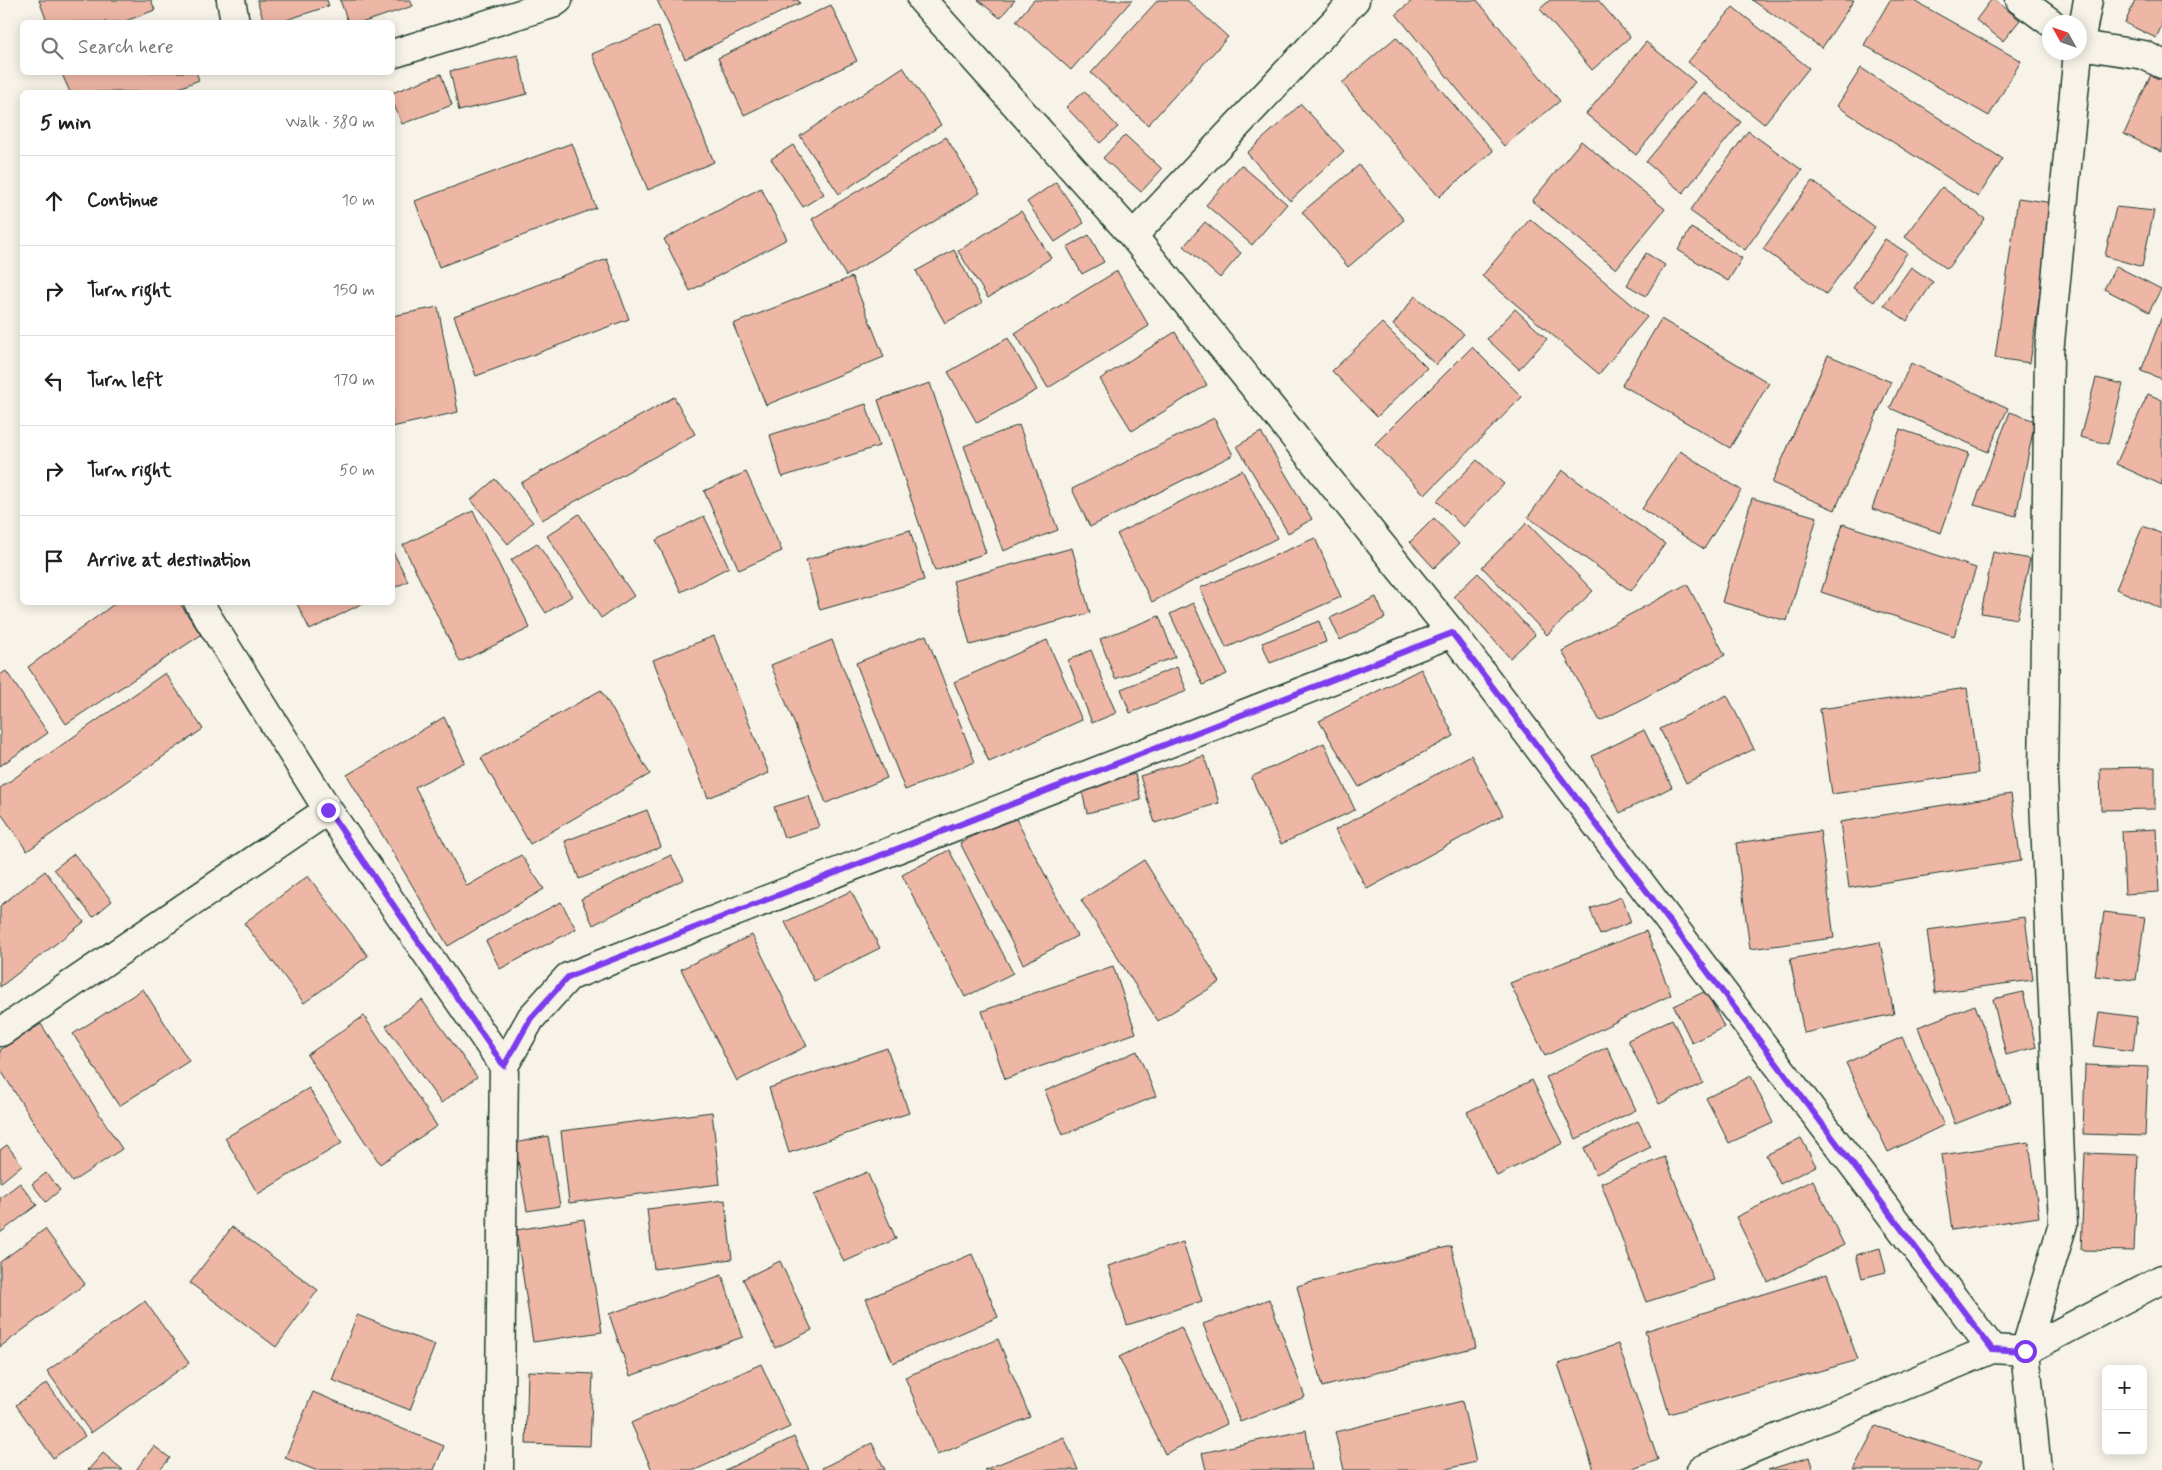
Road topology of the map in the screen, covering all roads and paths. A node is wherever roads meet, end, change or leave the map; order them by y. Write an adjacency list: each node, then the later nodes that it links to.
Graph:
1 (231, 0): 9 (street)
2 (558, 0): 11 (street)
3 (922, 0): 14 (street)
4 (1355, 0): 14 (street)
5 (2020, 0): 8 (street)
6 (2088, 0): 7 (street)
7 (2085, 15)
8 (2042, 16)
9 (235, 20)
10 (2087, 44): 13 (street)
11 (395, 53)
12 (2077, 60): 22 (street)
13 (2162, 64)
14 (1133, 236): 16 (street)
15 (200, 605): 17 (street)
16 (1452, 633): 19 (street); 21 (street)
17 (328, 810): 18 (street); 19 (street)
18 (1, 1032)
19 (504, 1066): 23 (street)
20 (2162, 1279): 22 (street)
21 (1992, 1349): 22 (street); 24 (street)
22 (2025, 1351): 25 (street)
23 (499, 1470)
24 (1701, 1470)
25 (2037, 1470)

### HOW TO COMPLETE THIS TASK
Leaving the images out, print the records above exactly.

### EXERCISE SOLUTION
Road topology of the map in the screen, covering all roads and paths. A node is wherever roads meet, end, change or leave the map; order them by y. Write an adjacency list: each node, then the later nodes that it links to.
Graph:
1 (231, 0): 9 (street)
2 (558, 0): 11 (street)
3 (922, 0): 14 (street)
4 (1355, 0): 14 (street)
5 (2020, 0): 8 (street)
6 (2088, 0): 7 (street)
7 (2085, 15)
8 (2042, 16)
9 (235, 20)
10 (2087, 44): 13 (street)
11 (395, 53)
12 (2077, 60): 22 (street)
13 (2162, 64)
14 (1133, 236): 16 (street)
15 (200, 605): 17 (street)
16 (1452, 633): 19 (street); 21 (street)
17 (328, 810): 18 (street); 19 (street)
18 (1, 1032)
19 (504, 1066): 23 (street)
20 (2162, 1279): 22 (street)
21 (1992, 1349): 22 (street); 24 (street)
22 (2025, 1351): 25 (street)
23 (499, 1470)
24 (1701, 1470)
25 (2037, 1470)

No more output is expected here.